1937 год можно сравнить с годом потопа, мора, солнечного затмения. Этот год принес и смерти, и аресты, и потрясения душ.
Вначале умерла — тихо, буднично, как отрывается от ветви и падает наземь переспелый плод — мать Маркиша, старая Хая. Маркиш уехал в Днепропетровск — так к тому времени переименовали Екатеринослав — хоронить мать. Вернулся в Москву грустным, светлым, задумчивым. Мать не была для него понимающим другом — была просто матерью. Его любовь к ней была традиционным сыновним чувством, а скорбь по ней вышла за рамки традиционности, обернулась скорбью художника, творца — по Человеку…
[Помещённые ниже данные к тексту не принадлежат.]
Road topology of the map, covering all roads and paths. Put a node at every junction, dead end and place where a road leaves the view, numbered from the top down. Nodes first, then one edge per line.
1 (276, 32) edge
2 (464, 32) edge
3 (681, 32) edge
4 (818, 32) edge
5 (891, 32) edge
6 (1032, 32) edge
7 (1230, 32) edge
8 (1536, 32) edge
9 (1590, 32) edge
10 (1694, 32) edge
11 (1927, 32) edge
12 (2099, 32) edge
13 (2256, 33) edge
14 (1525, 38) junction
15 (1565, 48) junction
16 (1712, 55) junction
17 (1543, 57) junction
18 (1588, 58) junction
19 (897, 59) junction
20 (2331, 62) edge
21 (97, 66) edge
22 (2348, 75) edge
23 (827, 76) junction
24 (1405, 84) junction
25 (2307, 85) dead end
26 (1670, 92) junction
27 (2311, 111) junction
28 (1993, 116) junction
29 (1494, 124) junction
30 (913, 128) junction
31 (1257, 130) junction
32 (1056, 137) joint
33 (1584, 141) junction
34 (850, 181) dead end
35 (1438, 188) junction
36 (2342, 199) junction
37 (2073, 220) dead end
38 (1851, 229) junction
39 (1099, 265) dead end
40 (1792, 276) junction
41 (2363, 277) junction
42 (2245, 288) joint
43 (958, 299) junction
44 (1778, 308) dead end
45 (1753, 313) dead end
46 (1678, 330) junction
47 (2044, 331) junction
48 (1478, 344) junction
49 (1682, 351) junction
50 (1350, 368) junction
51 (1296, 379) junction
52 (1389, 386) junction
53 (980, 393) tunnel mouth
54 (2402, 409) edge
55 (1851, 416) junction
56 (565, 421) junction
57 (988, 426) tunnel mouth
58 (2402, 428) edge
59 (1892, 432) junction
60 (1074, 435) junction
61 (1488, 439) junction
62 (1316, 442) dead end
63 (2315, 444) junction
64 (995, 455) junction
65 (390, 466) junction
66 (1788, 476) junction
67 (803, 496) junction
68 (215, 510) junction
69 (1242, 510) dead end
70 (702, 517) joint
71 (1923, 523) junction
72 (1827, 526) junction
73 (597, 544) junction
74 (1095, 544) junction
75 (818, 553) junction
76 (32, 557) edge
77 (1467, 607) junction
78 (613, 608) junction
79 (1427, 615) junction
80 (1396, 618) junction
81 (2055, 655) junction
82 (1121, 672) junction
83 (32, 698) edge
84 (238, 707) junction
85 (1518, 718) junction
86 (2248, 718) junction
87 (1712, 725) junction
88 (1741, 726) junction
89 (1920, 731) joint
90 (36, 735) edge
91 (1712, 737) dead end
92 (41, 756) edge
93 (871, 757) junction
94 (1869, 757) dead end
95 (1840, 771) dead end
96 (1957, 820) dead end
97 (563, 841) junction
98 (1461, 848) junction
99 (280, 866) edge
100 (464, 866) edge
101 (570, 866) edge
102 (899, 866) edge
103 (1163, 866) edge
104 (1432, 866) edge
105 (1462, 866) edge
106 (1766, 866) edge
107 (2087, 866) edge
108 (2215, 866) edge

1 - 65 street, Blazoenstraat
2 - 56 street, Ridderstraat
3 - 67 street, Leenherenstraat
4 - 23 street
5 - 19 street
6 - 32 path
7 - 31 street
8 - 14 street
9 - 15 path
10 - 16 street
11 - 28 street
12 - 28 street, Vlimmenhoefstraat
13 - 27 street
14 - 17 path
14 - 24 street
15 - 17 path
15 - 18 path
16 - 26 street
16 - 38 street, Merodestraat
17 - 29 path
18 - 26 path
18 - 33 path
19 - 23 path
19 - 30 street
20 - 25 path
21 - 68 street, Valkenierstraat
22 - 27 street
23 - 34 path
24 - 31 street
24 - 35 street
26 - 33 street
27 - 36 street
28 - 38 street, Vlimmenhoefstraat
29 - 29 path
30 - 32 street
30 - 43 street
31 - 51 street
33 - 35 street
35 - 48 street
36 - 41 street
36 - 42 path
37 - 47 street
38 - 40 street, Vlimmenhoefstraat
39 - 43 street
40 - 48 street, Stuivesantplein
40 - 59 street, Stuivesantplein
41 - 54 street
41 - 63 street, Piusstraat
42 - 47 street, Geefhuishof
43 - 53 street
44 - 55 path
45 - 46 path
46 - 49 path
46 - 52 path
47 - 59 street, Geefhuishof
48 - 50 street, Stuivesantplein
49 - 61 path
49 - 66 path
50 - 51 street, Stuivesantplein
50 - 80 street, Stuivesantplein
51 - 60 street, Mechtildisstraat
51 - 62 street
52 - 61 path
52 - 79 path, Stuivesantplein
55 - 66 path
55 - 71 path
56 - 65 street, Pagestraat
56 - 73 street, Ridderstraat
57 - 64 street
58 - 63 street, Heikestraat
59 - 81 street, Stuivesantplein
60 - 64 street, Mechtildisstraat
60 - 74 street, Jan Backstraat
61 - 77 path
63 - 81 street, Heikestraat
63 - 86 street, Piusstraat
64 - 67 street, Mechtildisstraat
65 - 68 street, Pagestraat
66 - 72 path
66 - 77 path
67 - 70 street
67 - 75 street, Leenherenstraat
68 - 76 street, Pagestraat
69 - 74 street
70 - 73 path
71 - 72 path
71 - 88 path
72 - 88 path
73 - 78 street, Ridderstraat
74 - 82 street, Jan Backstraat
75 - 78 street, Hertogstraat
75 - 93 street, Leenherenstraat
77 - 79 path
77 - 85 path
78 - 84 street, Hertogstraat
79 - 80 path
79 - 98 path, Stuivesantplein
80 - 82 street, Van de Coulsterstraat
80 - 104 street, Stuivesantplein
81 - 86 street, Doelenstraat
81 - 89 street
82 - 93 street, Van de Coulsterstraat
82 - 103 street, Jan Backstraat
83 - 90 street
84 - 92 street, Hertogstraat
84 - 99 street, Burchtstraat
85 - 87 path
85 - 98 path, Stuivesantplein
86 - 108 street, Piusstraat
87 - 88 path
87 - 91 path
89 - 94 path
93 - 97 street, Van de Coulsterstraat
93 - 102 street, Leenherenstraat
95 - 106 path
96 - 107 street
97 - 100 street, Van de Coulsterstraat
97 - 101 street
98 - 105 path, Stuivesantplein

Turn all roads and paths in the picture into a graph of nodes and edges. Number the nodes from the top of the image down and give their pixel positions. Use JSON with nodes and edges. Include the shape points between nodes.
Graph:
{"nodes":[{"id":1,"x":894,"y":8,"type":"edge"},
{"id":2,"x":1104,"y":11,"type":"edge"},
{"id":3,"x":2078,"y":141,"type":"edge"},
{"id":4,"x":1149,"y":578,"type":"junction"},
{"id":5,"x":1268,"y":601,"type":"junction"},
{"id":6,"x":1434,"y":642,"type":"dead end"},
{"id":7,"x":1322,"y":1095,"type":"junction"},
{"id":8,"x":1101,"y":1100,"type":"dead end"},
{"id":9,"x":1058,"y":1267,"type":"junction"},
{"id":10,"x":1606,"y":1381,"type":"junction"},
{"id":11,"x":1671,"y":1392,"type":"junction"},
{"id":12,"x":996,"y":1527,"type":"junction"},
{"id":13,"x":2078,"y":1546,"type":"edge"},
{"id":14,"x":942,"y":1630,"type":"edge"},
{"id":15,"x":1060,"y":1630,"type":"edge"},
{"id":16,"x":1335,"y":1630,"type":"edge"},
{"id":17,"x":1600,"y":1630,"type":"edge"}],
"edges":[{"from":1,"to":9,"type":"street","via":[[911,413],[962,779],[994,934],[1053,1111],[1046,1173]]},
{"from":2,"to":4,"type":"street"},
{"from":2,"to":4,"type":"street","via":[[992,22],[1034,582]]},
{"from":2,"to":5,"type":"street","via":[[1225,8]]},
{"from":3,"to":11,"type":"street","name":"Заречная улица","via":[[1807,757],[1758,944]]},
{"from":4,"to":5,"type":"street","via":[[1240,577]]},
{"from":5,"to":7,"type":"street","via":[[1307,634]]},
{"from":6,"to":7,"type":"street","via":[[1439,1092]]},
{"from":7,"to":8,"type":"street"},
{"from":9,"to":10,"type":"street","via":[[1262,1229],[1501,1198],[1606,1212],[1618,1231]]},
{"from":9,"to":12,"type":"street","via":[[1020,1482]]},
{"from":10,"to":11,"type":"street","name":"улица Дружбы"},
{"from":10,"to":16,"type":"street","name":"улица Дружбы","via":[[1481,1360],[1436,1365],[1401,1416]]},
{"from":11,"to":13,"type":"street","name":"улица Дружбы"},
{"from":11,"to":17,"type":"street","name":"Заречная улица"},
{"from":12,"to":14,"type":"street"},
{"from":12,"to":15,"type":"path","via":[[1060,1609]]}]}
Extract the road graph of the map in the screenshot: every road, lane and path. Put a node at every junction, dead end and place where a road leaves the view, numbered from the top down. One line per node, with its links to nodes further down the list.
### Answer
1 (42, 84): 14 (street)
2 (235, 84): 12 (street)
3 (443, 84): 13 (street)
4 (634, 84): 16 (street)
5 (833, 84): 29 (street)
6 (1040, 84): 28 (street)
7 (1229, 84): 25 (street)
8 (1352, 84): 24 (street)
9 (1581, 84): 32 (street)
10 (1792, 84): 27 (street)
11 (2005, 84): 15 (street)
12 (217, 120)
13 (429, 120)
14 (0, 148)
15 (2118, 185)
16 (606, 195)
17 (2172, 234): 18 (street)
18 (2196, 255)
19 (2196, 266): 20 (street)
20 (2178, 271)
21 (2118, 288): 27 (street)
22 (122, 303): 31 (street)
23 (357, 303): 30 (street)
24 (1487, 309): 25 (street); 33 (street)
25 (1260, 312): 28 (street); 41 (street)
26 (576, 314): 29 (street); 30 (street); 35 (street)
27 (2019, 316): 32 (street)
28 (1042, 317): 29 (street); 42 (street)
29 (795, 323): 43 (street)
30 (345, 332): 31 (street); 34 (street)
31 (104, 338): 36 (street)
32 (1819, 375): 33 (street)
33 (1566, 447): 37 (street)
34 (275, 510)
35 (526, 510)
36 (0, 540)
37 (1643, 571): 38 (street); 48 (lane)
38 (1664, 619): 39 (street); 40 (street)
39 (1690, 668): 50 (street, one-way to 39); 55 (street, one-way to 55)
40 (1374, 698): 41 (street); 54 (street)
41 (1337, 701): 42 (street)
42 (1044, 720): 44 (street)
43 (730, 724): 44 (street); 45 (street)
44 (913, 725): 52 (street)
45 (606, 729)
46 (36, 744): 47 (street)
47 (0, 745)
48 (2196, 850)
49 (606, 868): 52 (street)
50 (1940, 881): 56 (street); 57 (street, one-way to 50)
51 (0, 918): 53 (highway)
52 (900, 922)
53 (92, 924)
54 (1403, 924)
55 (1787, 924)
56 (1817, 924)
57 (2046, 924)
Потом тяжело заболел и слег в постель мой отец. Он мучился тяжелыми приступами стенокардии — последствия пребывания в Днепропетровской тюрьме в период «золотухи». Он отдавал себе отчет в том, что служит причиной его болезни, но — человек мягкий и добрый — не ненавидел, не презирал своих губителей.
Отец мой Ефим лежал в постели, тихо умирал. В конце лета 37 года его перевезли в больницу, и врачи не обнадеживали нас. Однажды утром — накануне вечером мы долго сидели у постели отца — нам позвонили, сказали, что отец умер. Мать, узнав, вскрикнула.